Naturally parents become concerned when their kids fail the vision screening at school and have to wear glasses to see well. As food is a key part of our health, many often wonder if food contributes to myopia development. For example, does eating sugar and refined carbohydrates increase myopia? Surely sugar is bad for your teeth and just bad for your health in general. Is it also to blame for myopia?
Will sugar coma cause you to see worse?
When I was a student at New England College of Optometry in Boston, we learned extensively on myopia, which is a major topic of interest for optometry. While many factors affect myopia, for example, genetics, prolonged near work, lack of outdoor activities, sugar intake was never mentioned as a factor to affect myopia. Yes diabetes can affect a person’s vision by making them temporarily more myopic or hyperopic, but that is reversible and after blood sugar levels are controlled, the eye returns to baseline refractive state. Most people, especially school aged children, do not have diabetes or constantly fluctuating sugar levels. So is there any evidence for a role of sugar in myopia that is not in context of diabetes?
It turns out not many studies have been done on this topic. In 1956, Gardiner proposed that carbohydrates and fats in the diet could cause myopia 1, but this hypothesis was discarded later in the scientific community. When this happens, it’s either because not enough research was done to support it, or that it did not hold water by subsequent research. In deed there was a scarce of literature on this topic. But one actually found that more sugar intake did not increase risk of developing myopia in children 2. This study in turn, found out that too much saturated fatty acid in the diet correlated with more myopia.

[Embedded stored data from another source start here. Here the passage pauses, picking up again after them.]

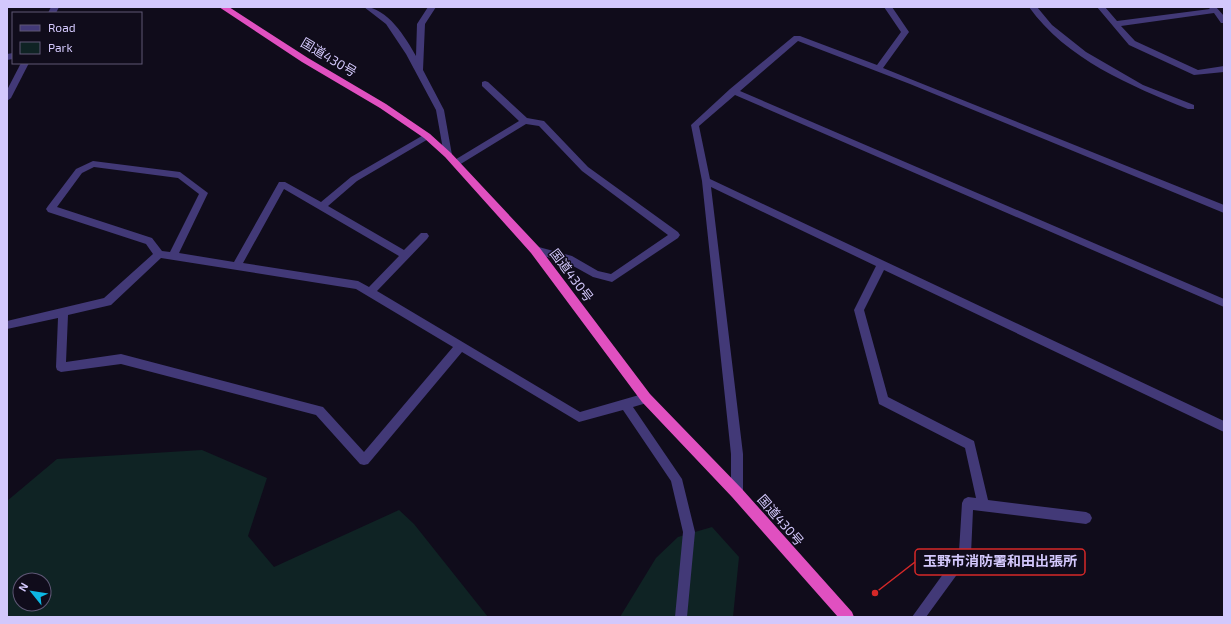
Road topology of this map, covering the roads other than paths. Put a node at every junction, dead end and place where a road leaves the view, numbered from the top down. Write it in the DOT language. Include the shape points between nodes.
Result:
graph roads {
  1 [pos="222,7"];
  2 [pos="368,7"];
  3 [pos="432,7"];
  4 [pos="888,7"];
  5 [pos="1033,7"];
  6 [pos="1101,7"];
  7 [pos="1213,9"];
  8 [pos="1224,22"];
  9 [pos="1115,24"];
  10 [pos="24,64"];
  11 [pos="878,69"];
  12 [pos="1224,69"];
  13 [pos="419,71"];
  14 [pos="485,84"];
  15 [pos="733,91"];
  16 [pos="7,98"];
  17 [pos="1191,107"];
  18 [pos="525,121"];
  19 [pos="427,136"];
  20 [pos="448,155"];
  21 [pos="456,163"];
  22 [pos="706,181"];
  23 [pos="321,207"];
  24 [pos="1224,208"];
  25 [pos="424,236"];
  26 [pos="535,250"];
  27 [pos="159,254"];
  28 [pos="173,256"];
  29 [pos="405,256"];
  30 [pos="882,265"];
  31 [pos="237,266"];
  32 [pos="370,292"];
  33 [pos="1224,303"];
  34 [pos="63,312"];
  35 [pos="7,325"];
  36 [pos="461,346"];
  37 [pos="646,398"];
  38 [pos="625,404"];
  39 [pos="1224,427"];
  40 [pos="738,492"];
  41 [pos="983,505"];
  42 [pos="1086,518"];
  43 [pos="681,617"];
  44 [pos="847,617"];
  45 [pos="918,617"];
  1 -- 19 [label="highway, 国道430号"];
  2 -- 13 [label="street" via="389,22"];
  3 -- 13 [label="street" via="421,24"];
  4 -- 11 [label="street" via="905,32"];
  5 -- 17 [label="street" via="1049,27 1083,54 1140,87"];
  6 -- 9 [label="street"];
  7 -- 8 [label="street"];
  7 -- 9 [label="street"];
  9 -- 12 [label="street" via="1132,43 1197,73"];
  10 -- 16 [label="street"];
  11 -- 15 [label="street" via="798,38"];
  11 -- 24 [label="street"];
  13 -- 20 [label="street" via="440,110"];
  14 -- 18 [label="street"];
  15 -- 22 [label="street" via="695,125"];
  15 -- 33 [label="street"];
  18 -- 21 [label="street"];
  18 -- 26 [label="street" via="541,123 585,169 675,235 612,278 596,274 569,259"];
  19 -- 20 [label="highway, 国道430号"];
  19 -- 23 [label="street" via="354,179"];
  20 -- 21 [label="highway, 国道430号"];
  21 -- 26 [label="highway, 国道430号"];
  22 -- 30 [label="street"];
  22 -- 40 [label="street" via="737,454"];
  23 -- 29 [label="street"];
  23 -- 31 [label="street" via="282,184"];
  25 -- 29 [label="street"];
  26 -- 37 [label="highway, 国道430号"];
  27 -- 28 [label="street"];
  27 -- 28 [label="street" via="149,241 51,209 79,171 93,164 180,175 204,193"];
  27 -- 34 [label="street" via="107,302"];
  28 -- 31 [label="street"];
  29 -- 32 [label="street"];
  30 -- 39 [label="street"];
  30 -- 41 [label="street" via="859,310 882,400 970,445"];
  31 -- 32 [label="street" via="358,285"];
  32 -- 36 [label="street"];
  34 -- 35 [label="street"];
  34 -- 36 [label="street" via="61,367 121,359 319,411 364,460"];
  36 -- 38 [label="street" via="579,417"];
  37 -- 38 [label="street"];
  37 -- 40 [label="highway, 国道430号"];
  38 -- 43 [label="street" via="676,479 689,532"];
  40 -- 44 [label="highway, 国道430号"];
  41 -- 42 [label="street"];
  41 -- 45 [label="street" via="968,503 965,554"];
}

Most recently a French study evaluated 180 children aged 4-18 via questionnaire about their diet habits, and discovered that for girls, more sugar and refined carbohydrates correlated with more myopia, but in boys, this was actually the opposite, that is, when boys eat more sugar/carbs, they show less myopia development 3. This type of study has flaws in that it relies on questionnaire which can be highly subjective. In addition, many variables were not controlled, such as outdoor time, reading and screen time. Even if it’s to be trusted, the study like many epidemiological studies, evaluate a correlation, not causation. Besides, how do you interpret the data that sugar reduces myopia risks in boys? Would you recommend boys to eat more sugar and refined carbohydrates? I don’t think so.
In summary, little evidence exists to indicate sugar or refined carbs increase or decrease risks of myopia. Maybe this is just a factor that has not much to do with myopia. To advocate better oral hygiene and health, we certainly want children to control their intake of sugar and refined carbs, possibly for everyone really, not just kids. However, if you think that by eating less sugar you will not develop myopia, you are up the wrong tree.